The prospective nature of our study and the large sample size therein are its main strengths, as is the real-world scenario of multiple clinicians assessing cataracts for pooled surgical lists. The study is limited by including the preoperative assessment and the clinicians being aware of the study being undertaken, which may have biased their examination. For analysis of all factors, recording visual acuity in Snellen is limiting, but there was no significant difference in the average acuities between groups where a full assessment was completed. Review of OCT imaging by a single assessor will not be 100% sensitive and specific but was considered as such for the purpose of statistical comparison. Utilisation of a consensus grading system and multimodal imaging would further improve the detection of maculopathy, but would not be practical to adopt in a real-world clinic setting. It would be worthwhile to evaluate the long-term impact of these occult macular lesions detectable only on the OCT on post-operative visual outcomes and the need for further intervention in future studies. Cost-benefit analysis can be integrated into future studies and will change as newer technologies are adopted that incorporate OCT into biometry equipment.
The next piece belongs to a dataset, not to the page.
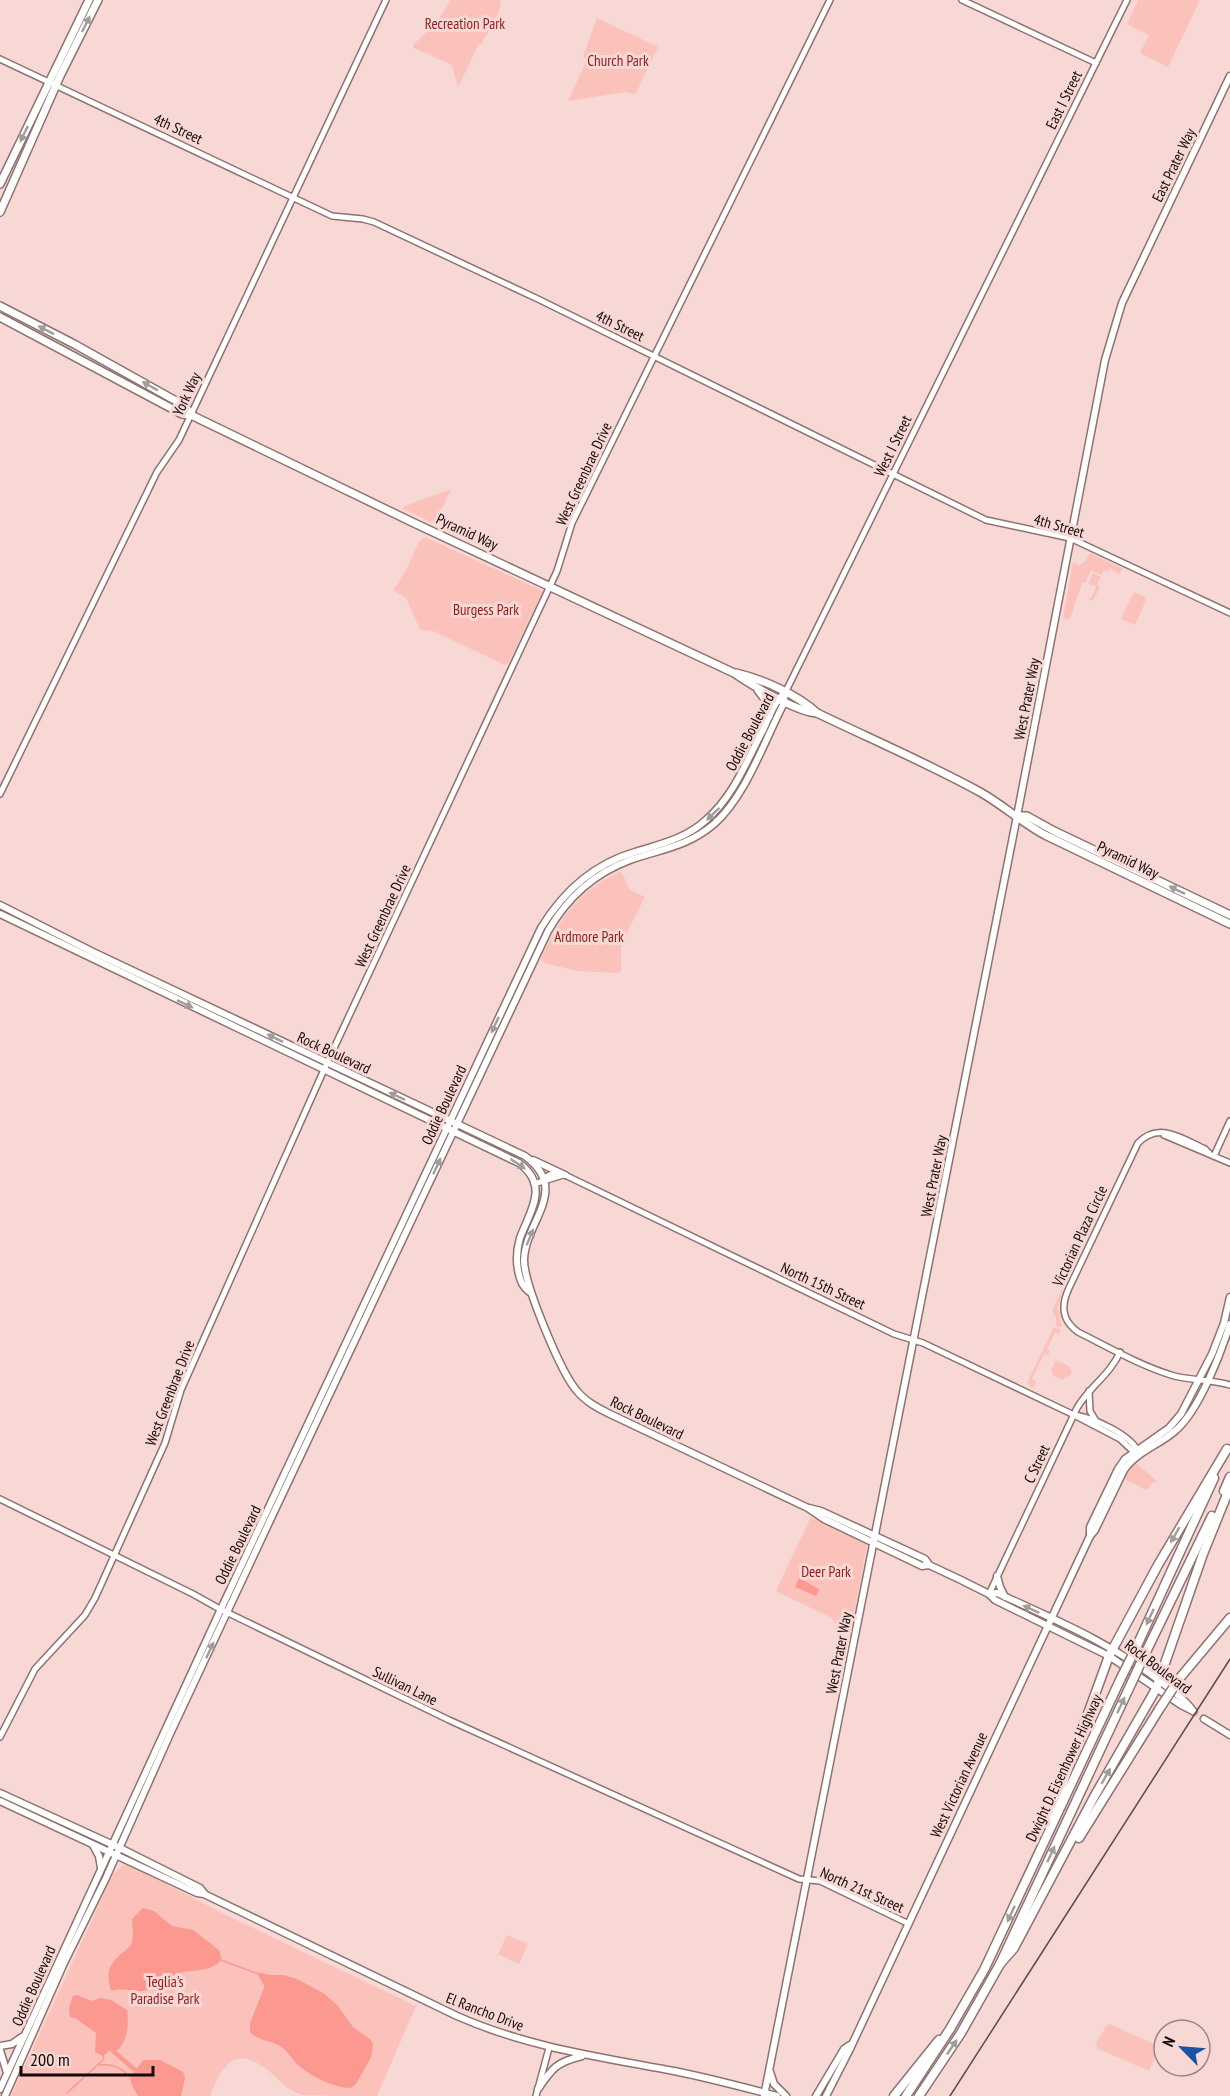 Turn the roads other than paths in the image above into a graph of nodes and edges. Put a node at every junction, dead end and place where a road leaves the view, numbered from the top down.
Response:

In summary, patients may have underlying maculopathy present when undergoing cataract surgery which is not visible on SLIO alone. Our study concludes that although clinical evaluation remains the mainstay of detection of significant macular lesions in cataract patients undergoing preoperative evaluation, a macular OCT scan is equally essential to ensure no ocular maculopathy is missed in the eye to be operated or the fellow eye. Knowledge of the underlying maculopathy will allow for an improved consenting process, informed decision-making with the patient, expectation of visual prognosis, and recovery following cataract surgery, all, in turn, improving the quality of care. We propose macular OCT to be an essential tool in the armamentarium of routine cataract assessment clinics.

Summary

What is known about this topic

  • Following cataract surgery, post-operative macular oedema may present both as an unwelcome surprise for the patient and surgeon, as well as the first recognition of undiagnosed macular pathology.

  • Such pathology can be present in populations varying from 4–40% and may be challenging to diagnose on slit-lamp biomicroscopy alone.

  • OCT is not widely used in all hospitals routinely for all cases of cataract preassessment.

What this study adds

  • OCT should be used in all cases for cataract preassessment.

  • A quarter of the patients presenting for cataract assessment had maculopathy on OCT. One-tenth of the maculopathy was missed without OCT, with ERM, dry AMD, VMT, LMH, CMO and wet AMD is the main missed diagnosis.

  • Less than 5% had maculopathy in fellow eye, and <5% had dense cataract where neither SLIO nor OCT was possible.